Requirement »
Copy the records below word for word, leaving out nothing.

Dataset entries »
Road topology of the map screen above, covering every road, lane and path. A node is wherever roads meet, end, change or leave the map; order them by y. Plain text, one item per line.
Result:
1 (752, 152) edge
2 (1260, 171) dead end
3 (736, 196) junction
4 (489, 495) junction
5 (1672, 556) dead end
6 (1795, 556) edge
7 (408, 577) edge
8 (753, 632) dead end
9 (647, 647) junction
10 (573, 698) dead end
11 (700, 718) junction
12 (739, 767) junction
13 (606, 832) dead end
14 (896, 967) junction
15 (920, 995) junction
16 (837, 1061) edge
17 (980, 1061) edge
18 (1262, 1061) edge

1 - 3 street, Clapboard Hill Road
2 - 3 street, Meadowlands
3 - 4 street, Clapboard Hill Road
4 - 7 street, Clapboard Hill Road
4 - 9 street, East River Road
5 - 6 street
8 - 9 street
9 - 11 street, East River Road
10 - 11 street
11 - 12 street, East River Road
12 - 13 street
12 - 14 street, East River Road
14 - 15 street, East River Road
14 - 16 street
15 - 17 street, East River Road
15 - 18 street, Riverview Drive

Reply »
Road topology of the map screen above, covering every road, lane and path. A node is wherever roads meet, end, change or leave the map; order them by y. Plain text, one item per line.
Result:
1 (752, 152) edge
2 (1260, 171) dead end
3 (736, 196) junction
4 (489, 495) junction
5 (1672, 556) dead end
6 (1795, 556) edge
7 (408, 577) edge
8 (753, 632) dead end
9 (647, 647) junction
10 (573, 698) dead end
11 (700, 718) junction
12 (739, 767) junction
13 (606, 832) dead end
14 (896, 967) junction
15 (920, 995) junction
16 (837, 1061) edge
17 (980, 1061) edge
18 (1262, 1061) edge

1 - 3 street, Clapboard Hill Road
2 - 3 street, Meadowlands
3 - 4 street, Clapboard Hill Road
4 - 7 street, Clapboard Hill Road
4 - 9 street, East River Road
5 - 6 street
8 - 9 street
9 - 11 street, East River Road
10 - 11 street
11 - 12 street, East River Road
12 - 13 street
12 - 14 street, East River Road
14 - 15 street, East River Road
14 - 16 street
15 - 17 street, East River Road
15 - 18 street, Riverview Drive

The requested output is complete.